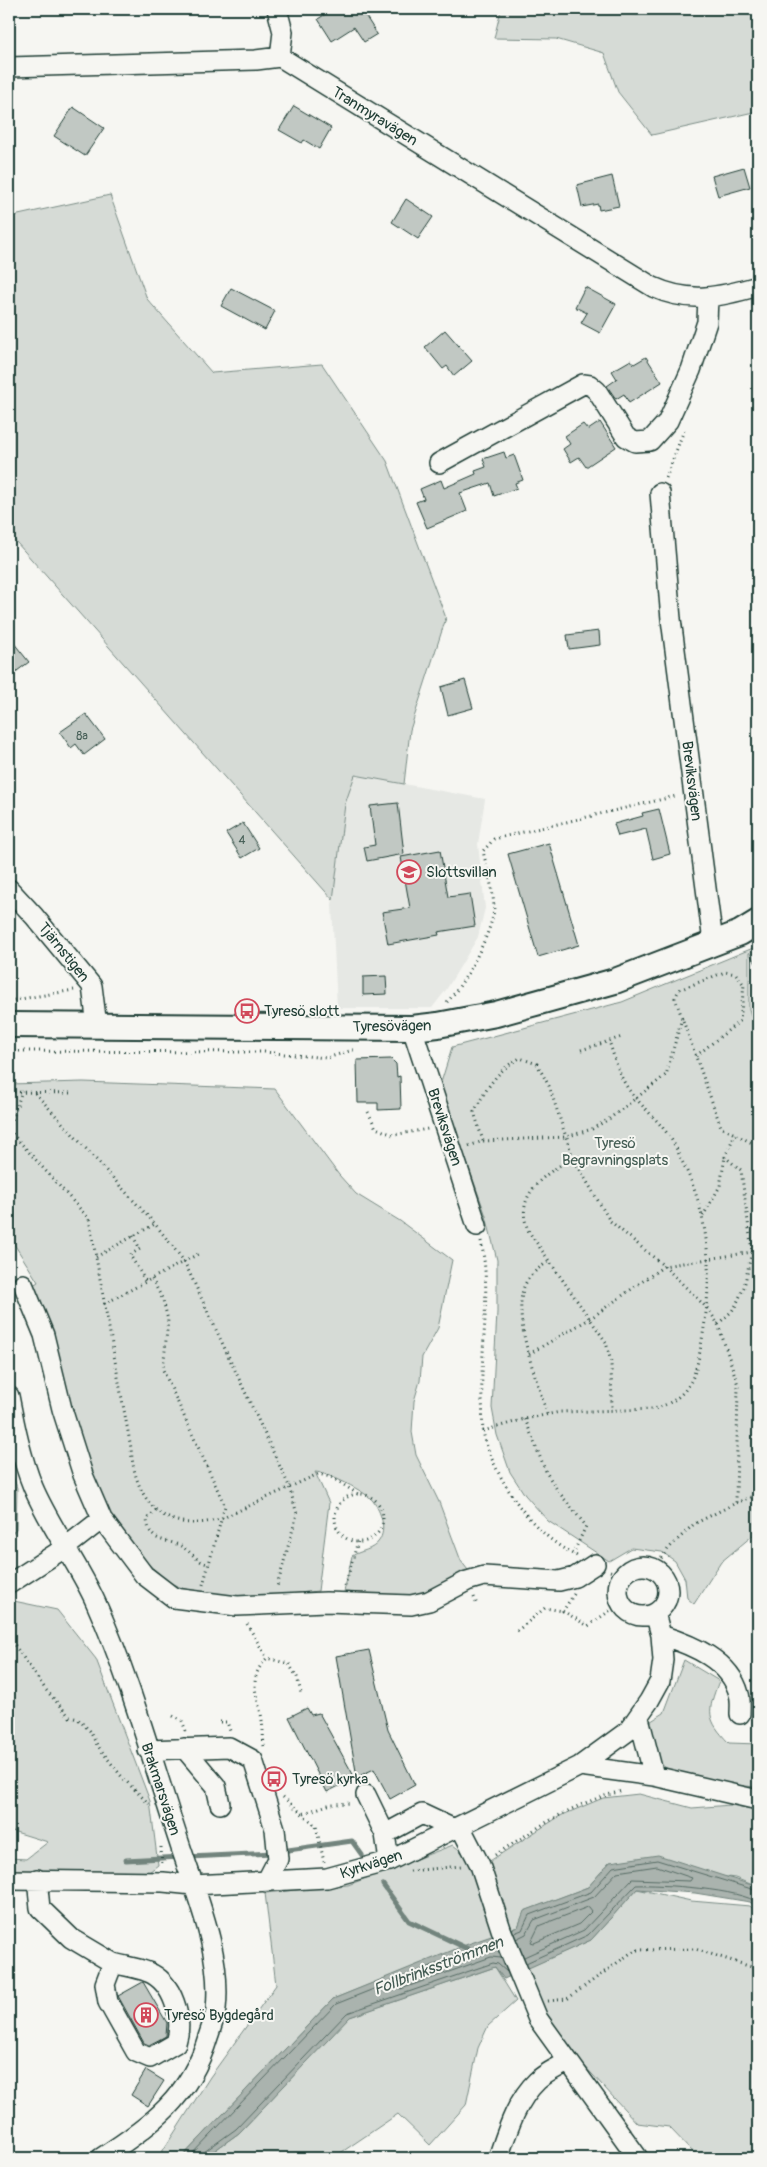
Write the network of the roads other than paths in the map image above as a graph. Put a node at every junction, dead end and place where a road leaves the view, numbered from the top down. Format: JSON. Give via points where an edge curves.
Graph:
{"nodes":[{"id":1,"x":276,"y":9,"type":"edge"},
{"id":2,"x":280,"y":57,"type":"junction"},
{"id":3,"x":9,"y":67,"type":"edge"},
{"id":4,"x":758,"y":286,"type":"edge"},
{"id":5,"x":708,"y":298,"type":"junction"},
{"id":6,"x":439,"y":463,"type":"dead end"},
{"id":7,"x":660,"y":492,"type":"dead end"},
{"id":8,"x":9,"y":890,"type":"edge"},
{"id":9,"x":758,"y":922,"type":"edge"},
{"id":10,"x":712,"y":942,"type":"junction"},
{"id":11,"x":9,"y":1024,"type":"edge"},
{"id":12,"x":97,"y":1026,"type":"junction"},
{"id":13,"x":412,"y":1028,"type":"junction"},
{"id":14,"x":477,"y":1226,"type":"road end"},
{"id":15,"x":23,"y":1284,"type":"dead end"},
{"id":16,"x":9,"y":1396,"type":"edge"},
{"id":17,"x":102,"y":1519,"type":"junction"},
{"id":18,"x":66,"y":1547,"type":"junction"},
{"id":19,"x":595,"y":1564,"type":"road end"},
{"id":20,"x":9,"y":1584,"type":"edge"},
{"id":21,"x":655,"y":1613,"type":"junction"},
{"id":22,"x":661,"y":1635,"type":"junction"},
{"id":23,"x":740,"y":1714,"type":"dead end"},
{"id":24,"x":639,"y":1718,"type":"junction"},
{"id":25,"x":185,"y":1741,"type":"junction"},
{"id":26,"x":148,"y":1750,"type":"junction"},
{"id":27,"x":580,"y":1766,"type":"junction"},
{"id":28,"x":654,"y":1776,"type":"junction"},
{"id":29,"x":363,"y":1799,"type":"road end"},
{"id":30,"x":758,"y":1800,"type":"edge"},
{"id":31,"x":220,"y":1804,"type":"dead end"},
{"id":32,"x":457,"y":1827,"type":"junction"},
{"id":33,"x":385,"y":1834,"type":"junction"},
{"id":34,"x":389,"y":1861,"type":"junction"},
{"id":35,"x":37,"y":1879,"type":"junction"},
{"id":36,"x":9,"y":1880,"type":"edge"},
{"id":37,"x":266,"y":1882,"type":"junction"},
{"id":38,"x":193,"y":1885,"type":"junction"},
{"id":39,"x":113,"y":1963,"type":"junction"},
{"id":40,"x":567,"y":2062,"type":"junction"},
{"id":41,"x":101,"y":2158,"type":"edge"},
{"id":42,"x":498,"y":2158,"type":"edge"},
{"id":43,"x":638,"y":2158,"type":"edge"}],
"edges":[{"from":1,"to":2,"type":"street","via":[[283,32]]},
{"from":2,"to":3,"type":"street"},
{"from":2,"to":5,"type":"street","name":"Tranmyravägen","via":[[652,287],[694,299]]},
{"from":4,"to":5,"type":"street","name":"Tranmyravägen"},
{"from":5,"to":6,"type":"street","via":[[707,322],[691,370],[668,421],[650,441],[635,442],[626,437],[597,391],[584,384]]},
{"from":7,"to":10,"type":"street","name":"Breviksvägen","via":[[671,619]]},
{"from":8,"to":12,"type":"street","name":"Tjärnstigen","via":[[92,986]]},
{"from":9,"to":10,"type":"main road","name":"Tyresövägen","via":[[740,933]]},
{"from":10,"to":13,"type":"main road","name":"Tyresövägen","via":[[615,981],[496,1014]]},
{"from":11,"to":12,"type":"main road","name":"Tyresövägen"},
{"from":12,"to":13,"type":"main road","name":"Tyresövägen"},
{"from":13,"to":14,"type":"street","name":"Breviksvägen"},
{"from":15,"to":17,"type":"street","via":[[44,1335],[62,1409],[83,1475]]},
{"from":16,"to":18,"type":"street","name":"Brakmarsvägen","via":[[18,1445],[34,1488]]},
{"from":17,"to":18,"type":"street"},
{"from":17,"to":19,"type":"street","via":[[144,1575],[174,1598],[237,1606],[412,1605],[430,1601],[466,1581],[484,1576],[559,1580],[575,1577]]},
{"from":18,"to":20,"type":"street"},
{"from":18,"to":26,"type":"street","name":"Brakmarsvägen","via":[[96,1602]]},
{"from":21,"to":21,"type":"street","via":[[665,1603],[668,1591],[664,1577],[654,1568],[642,1566],[632,1569],[623,1576],[618,1587],[621,1603],[638,1616]]},
{"from":21,"to":22,"type":"street","name":"Kyrkvägen"},
{"from":22,"to":23,"type":"street","via":[[718,1661],[729,1674],[739,1695]]},
{"from":22,"to":24,"type":"street","name":"Kyrkvägen","via":[[660,1681]]},
{"from":24,"to":27,"type":"street","name":"Kyrkvägen","via":[[614,1744]]},
{"from":24,"to":28,"type":"street"},
{"from":25,"to":26,"type":"street"},
{"from":25,"to":31,"type":"street","via":[[216,1786]]},
{"from":25,"to":37,"type":"street","via":[[229,1747],[253,1760],[275,1829],[277,1853]]},
{"from":26,"to":38,"type":"street","name":"Brakmarsvägen"},
{"from":27,"to":28,"type":"street"},
{"from":27,"to":32,"type":"street","name":"Kyrkvägen"},
{"from":28,"to":30,"type":"street"},
{"from":29,"to":33,"type":"street"},
{"from":32,"to":33,"type":"street","via":[[422,1814]]},
{"from":32,"to":34,"type":"street","name":"Kyrkvägen"},
{"from":32,"to":40,"type":"street","via":[[480,1865],[502,1932],[538,2019]]},
{"from":33,"to":34,"type":"street"},
{"from":34,"to":37,"type":"street","name":"Kyrkvägen","via":[[327,1878]]},
{"from":35,"to":36,"type":"street","name":"Kyrkvägen"},
{"from":35,"to":38,"type":"street","name":"Kyrkvägen"},
{"from":35,"to":39,"type":"street","via":[[40,1908],[71,1938]]},
{"from":37,"to":38,"type":"street","name":"Kyrkvägen"},
{"from":38,"to":41,"type":"street","name":"Brakmarsvägen","via":[[218,1980],[216,2011],[202,2055],[190,2081],[173,2103],[141,2133]]},
{"from":39,"to":39,"type":"street","via":[[105,1984],[108,2002],[136,2052],[150,2058],[176,2043],[179,2034],[175,2000],[162,1982],[149,1972]]},
{"from":40,"to":42,"type":"street","via":[[538,2080],[523,2097]]},
{"from":40,"to":43,"type":"street"}]}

::::

▸ **ACTIVITY**
Skip the pictures. Restate everything else in the records word for word.

▸ **YOUR SOLUTION**
Write the network of the roads other than paths in the map image above as a graph. Put a node at every junction, dead end and place where a road leaves the view, numbered from the top down. Format: JSON. Give via points where an edge curves.
Graph:
{"nodes":[{"id":1,"x":276,"y":9,"type":"edge"},
{"id":2,"x":280,"y":57,"type":"junction"},
{"id":3,"x":9,"y":67,"type":"edge"},
{"id":4,"x":758,"y":286,"type":"edge"},
{"id":5,"x":708,"y":298,"type":"junction"},
{"id":6,"x":439,"y":463,"type":"dead end"},
{"id":7,"x":660,"y":492,"type":"dead end"},
{"id":8,"x":9,"y":890,"type":"edge"},
{"id":9,"x":758,"y":922,"type":"edge"},
{"id":10,"x":712,"y":942,"type":"junction"},
{"id":11,"x":9,"y":1024,"type":"edge"},
{"id":12,"x":97,"y":1026,"type":"junction"},
{"id":13,"x":412,"y":1028,"type":"junction"},
{"id":14,"x":477,"y":1226,"type":"road end"},
{"id":15,"x":23,"y":1284,"type":"dead end"},
{"id":16,"x":9,"y":1396,"type":"edge"},
{"id":17,"x":102,"y":1519,"type":"junction"},
{"id":18,"x":66,"y":1547,"type":"junction"},
{"id":19,"x":595,"y":1564,"type":"road end"},
{"id":20,"x":9,"y":1584,"type":"edge"},
{"id":21,"x":655,"y":1613,"type":"junction"},
{"id":22,"x":661,"y":1635,"type":"junction"},
{"id":23,"x":740,"y":1714,"type":"dead end"},
{"id":24,"x":639,"y":1718,"type":"junction"},
{"id":25,"x":185,"y":1741,"type":"junction"},
{"id":26,"x":148,"y":1750,"type":"junction"},
{"id":27,"x":580,"y":1766,"type":"junction"},
{"id":28,"x":654,"y":1776,"type":"junction"},
{"id":29,"x":363,"y":1799,"type":"road end"},
{"id":30,"x":758,"y":1800,"type":"edge"},
{"id":31,"x":220,"y":1804,"type":"dead end"},
{"id":32,"x":457,"y":1827,"type":"junction"},
{"id":33,"x":385,"y":1834,"type":"junction"},
{"id":34,"x":389,"y":1861,"type":"junction"},
{"id":35,"x":37,"y":1879,"type":"junction"},
{"id":36,"x":9,"y":1880,"type":"edge"},
{"id":37,"x":266,"y":1882,"type":"junction"},
{"id":38,"x":193,"y":1885,"type":"junction"},
{"id":39,"x":113,"y":1963,"type":"junction"},
{"id":40,"x":567,"y":2062,"type":"junction"},
{"id":41,"x":101,"y":2158,"type":"edge"},
{"id":42,"x":498,"y":2158,"type":"edge"},
{"id":43,"x":638,"y":2158,"type":"edge"}],
"edges":[{"from":1,"to":2,"type":"street","via":[[283,32]]},
{"from":2,"to":3,"type":"street"},
{"from":2,"to":5,"type":"street","name":"Tranmyravägen","via":[[652,287],[694,299]]},
{"from":4,"to":5,"type":"street","name":"Tranmyravägen"},
{"from":5,"to":6,"type":"street","via":[[707,322],[691,370],[668,421],[650,441],[635,442],[626,437],[597,391],[584,384]]},
{"from":7,"to":10,"type":"street","name":"Breviksvägen","via":[[671,619]]},
{"from":8,"to":12,"type":"street","name":"Tjärnstigen","via":[[92,986]]},
{"from":9,"to":10,"type":"main road","name":"Tyresövägen","via":[[740,933]]},
{"from":10,"to":13,"type":"main road","name":"Tyresövägen","via":[[615,981],[496,1014]]},
{"from":11,"to":12,"type":"main road","name":"Tyresövägen"},
{"from":12,"to":13,"type":"main road","name":"Tyresövägen"},
{"from":13,"to":14,"type":"street","name":"Breviksvägen"},
{"from":15,"to":17,"type":"street","via":[[44,1335],[62,1409],[83,1475]]},
{"from":16,"to":18,"type":"street","name":"Brakmarsvägen","via":[[18,1445],[34,1488]]},
{"from":17,"to":18,"type":"street"},
{"from":17,"to":19,"type":"street","via":[[144,1575],[174,1598],[237,1606],[412,1605],[430,1601],[466,1581],[484,1576],[559,1580],[575,1577]]},
{"from":18,"to":20,"type":"street"},
{"from":18,"to":26,"type":"street","name":"Brakmarsvägen","via":[[96,1602]]},
{"from":21,"to":21,"type":"street","via":[[665,1603],[668,1591],[664,1577],[654,1568],[642,1566],[632,1569],[623,1576],[618,1587],[621,1603],[638,1616]]},
{"from":21,"to":22,"type":"street","name":"Kyrkvägen"},
{"from":22,"to":23,"type":"street","via":[[718,1661],[729,1674],[739,1695]]},
{"from":22,"to":24,"type":"street","name":"Kyrkvägen","via":[[660,1681]]},
{"from":24,"to":27,"type":"street","name":"Kyrkvägen","via":[[614,1744]]},
{"from":24,"to":28,"type":"street"},
{"from":25,"to":26,"type":"street"},
{"from":25,"to":31,"type":"street","via":[[216,1786]]},
{"from":25,"to":37,"type":"street","via":[[229,1747],[253,1760],[275,1829],[277,1853]]},
{"from":26,"to":38,"type":"street","name":"Brakmarsvägen"},
{"from":27,"to":28,"type":"street"},
{"from":27,"to":32,"type":"street","name":"Kyrkvägen"},
{"from":28,"to":30,"type":"street"},
{"from":29,"to":33,"type":"street"},
{"from":32,"to":33,"type":"street","via":[[422,1814]]},
{"from":32,"to":34,"type":"street","name":"Kyrkvägen"},
{"from":32,"to":40,"type":"street","via":[[480,1865],[502,1932],[538,2019]]},
{"from":33,"to":34,"type":"street"},
{"from":34,"to":37,"type":"street","name":"Kyrkvägen","via":[[327,1878]]},
{"from":35,"to":36,"type":"street","name":"Kyrkvägen"},
{"from":35,"to":38,"type":"street","name":"Kyrkvägen"},
{"from":35,"to":39,"type":"street","via":[[40,1908],[71,1938]]},
{"from":37,"to":38,"type":"street","name":"Kyrkvägen"},
{"from":38,"to":41,"type":"street","name":"Brakmarsvägen","via":[[218,1980],[216,2011],[202,2055],[190,2081],[173,2103],[141,2133]]},
{"from":39,"to":39,"type":"street","via":[[105,1984],[108,2002],[136,2052],[150,2058],[176,2043],[179,2034],[175,2000],[162,1982],[149,1972]]},
{"from":40,"to":42,"type":"street","via":[[538,2080],[523,2097]]},
{"from":40,"to":43,"type":"street"}]}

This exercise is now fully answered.